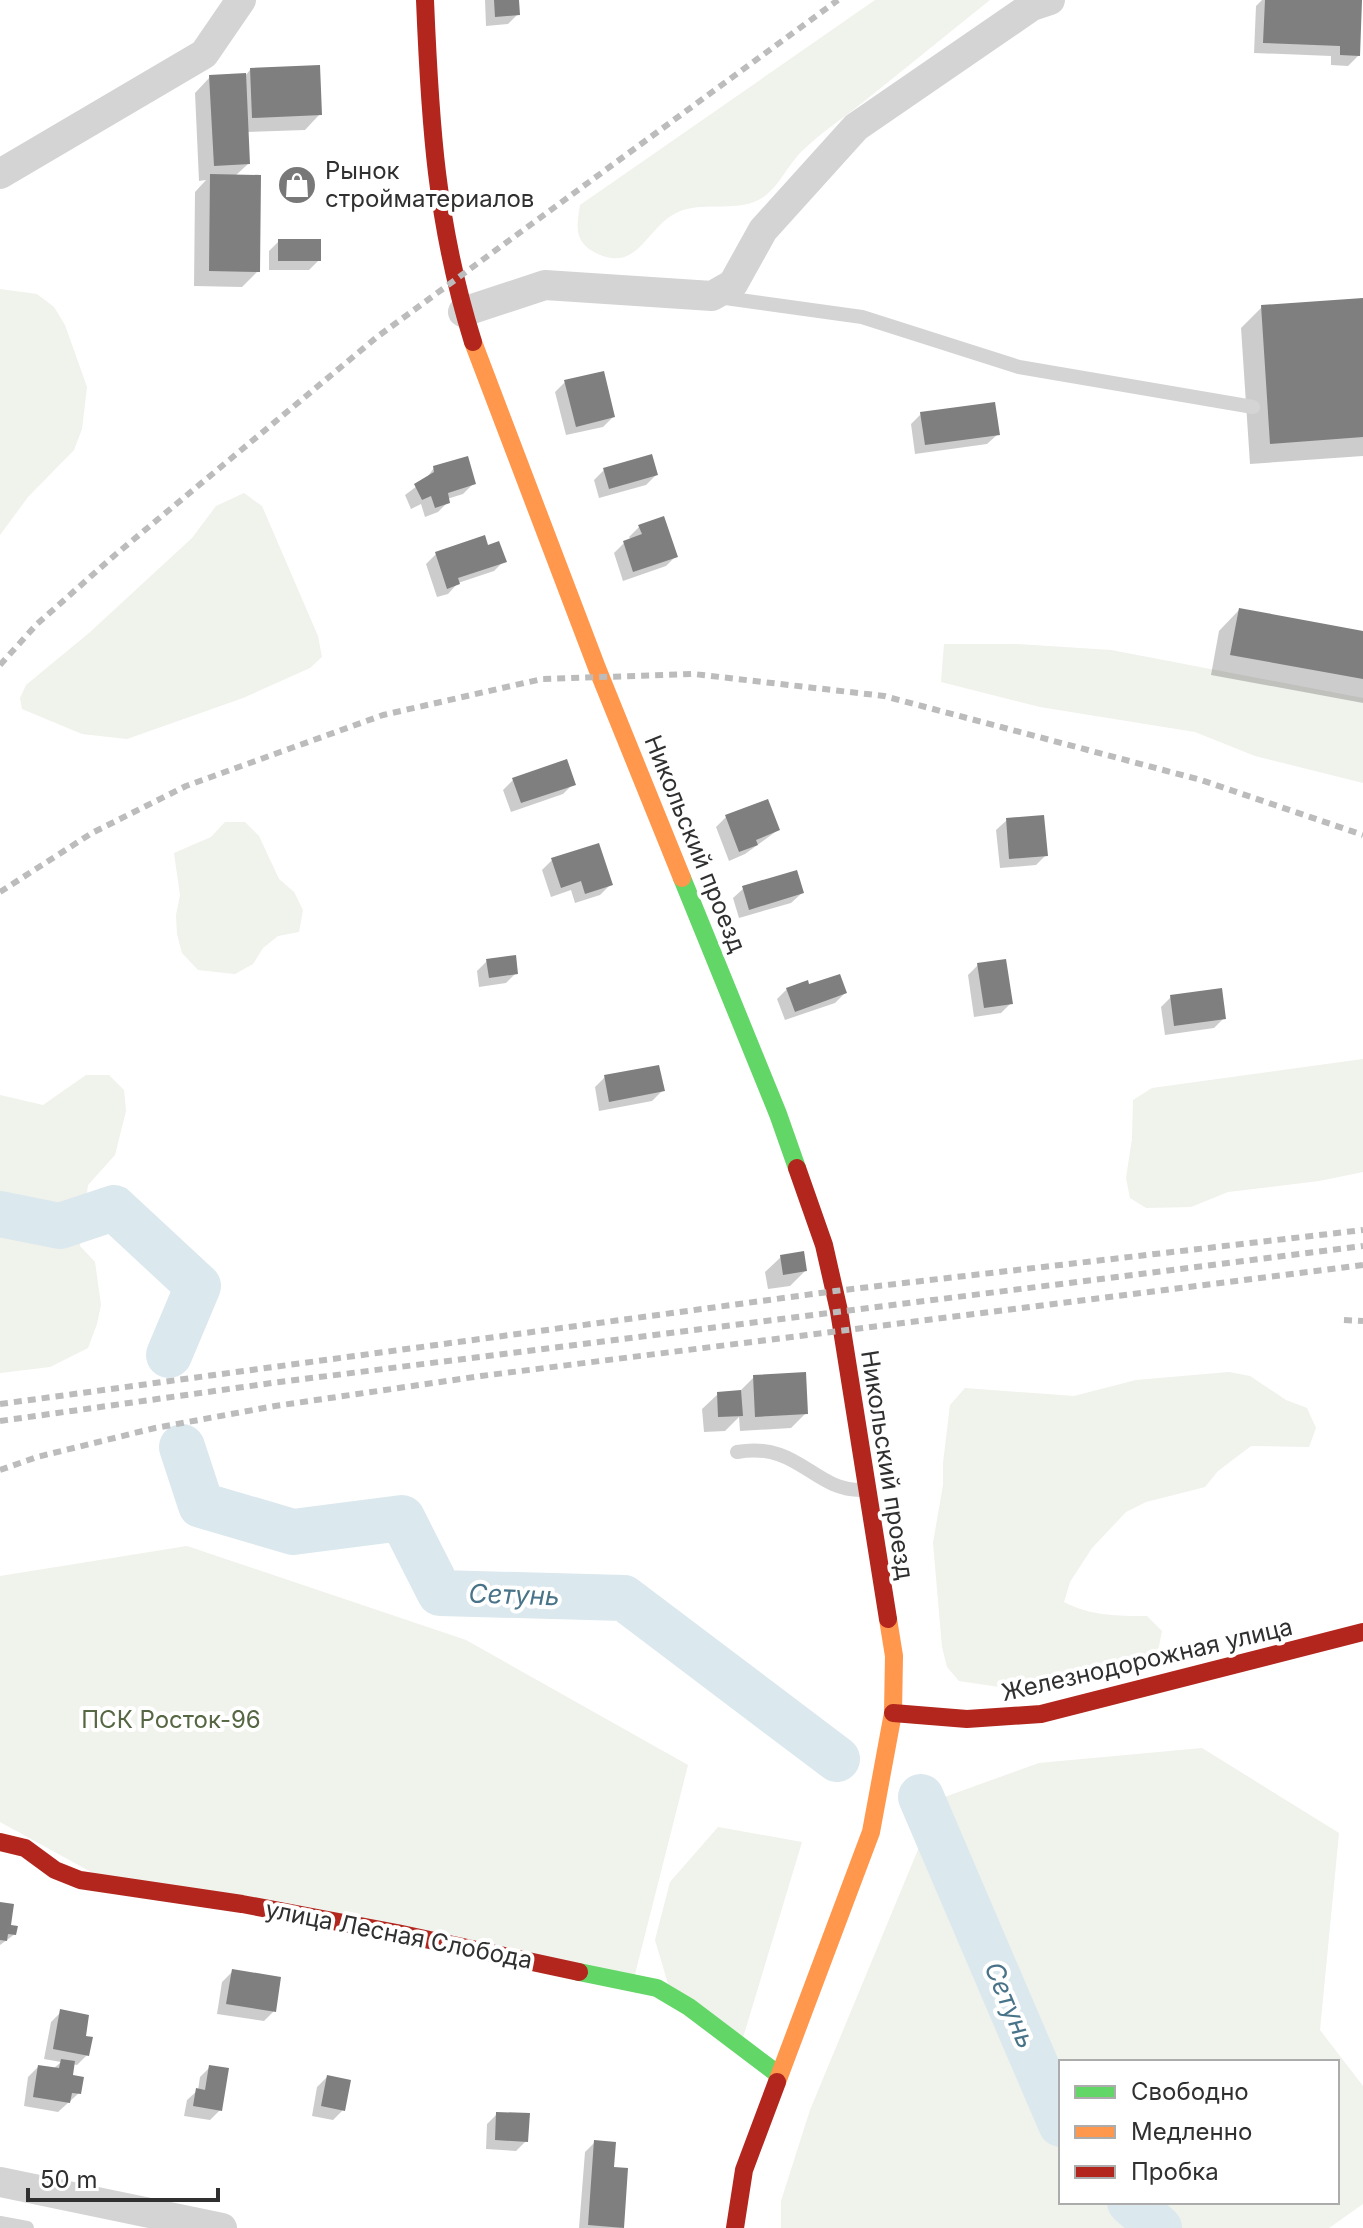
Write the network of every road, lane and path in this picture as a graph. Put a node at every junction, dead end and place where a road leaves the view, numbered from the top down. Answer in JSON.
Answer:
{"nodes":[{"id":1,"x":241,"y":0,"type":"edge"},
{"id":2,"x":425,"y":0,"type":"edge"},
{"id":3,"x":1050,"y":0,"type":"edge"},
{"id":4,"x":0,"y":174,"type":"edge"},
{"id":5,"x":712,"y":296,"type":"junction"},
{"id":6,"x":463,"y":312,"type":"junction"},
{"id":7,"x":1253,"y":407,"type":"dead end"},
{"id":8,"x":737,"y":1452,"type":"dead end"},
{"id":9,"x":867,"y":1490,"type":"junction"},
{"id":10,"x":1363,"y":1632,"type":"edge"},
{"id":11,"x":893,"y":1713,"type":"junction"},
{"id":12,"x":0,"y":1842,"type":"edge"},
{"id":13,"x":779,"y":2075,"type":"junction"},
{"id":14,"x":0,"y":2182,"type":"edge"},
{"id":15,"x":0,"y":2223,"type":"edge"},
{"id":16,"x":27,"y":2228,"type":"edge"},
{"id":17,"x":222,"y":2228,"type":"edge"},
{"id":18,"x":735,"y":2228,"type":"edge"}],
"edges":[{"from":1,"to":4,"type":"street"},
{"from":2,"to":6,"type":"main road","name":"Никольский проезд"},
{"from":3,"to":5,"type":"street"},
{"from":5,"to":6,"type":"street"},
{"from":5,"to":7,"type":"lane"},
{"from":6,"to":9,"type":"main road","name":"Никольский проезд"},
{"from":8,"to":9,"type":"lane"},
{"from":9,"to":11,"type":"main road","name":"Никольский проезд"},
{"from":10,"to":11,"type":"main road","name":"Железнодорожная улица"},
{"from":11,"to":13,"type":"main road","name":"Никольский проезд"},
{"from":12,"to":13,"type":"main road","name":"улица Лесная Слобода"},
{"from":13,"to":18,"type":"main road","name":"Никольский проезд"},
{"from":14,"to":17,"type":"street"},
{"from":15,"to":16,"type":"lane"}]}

-- -- --

▶ Try it
Note how many lines in the data above contain "main", then state that number alone.

▶ Result of this task
7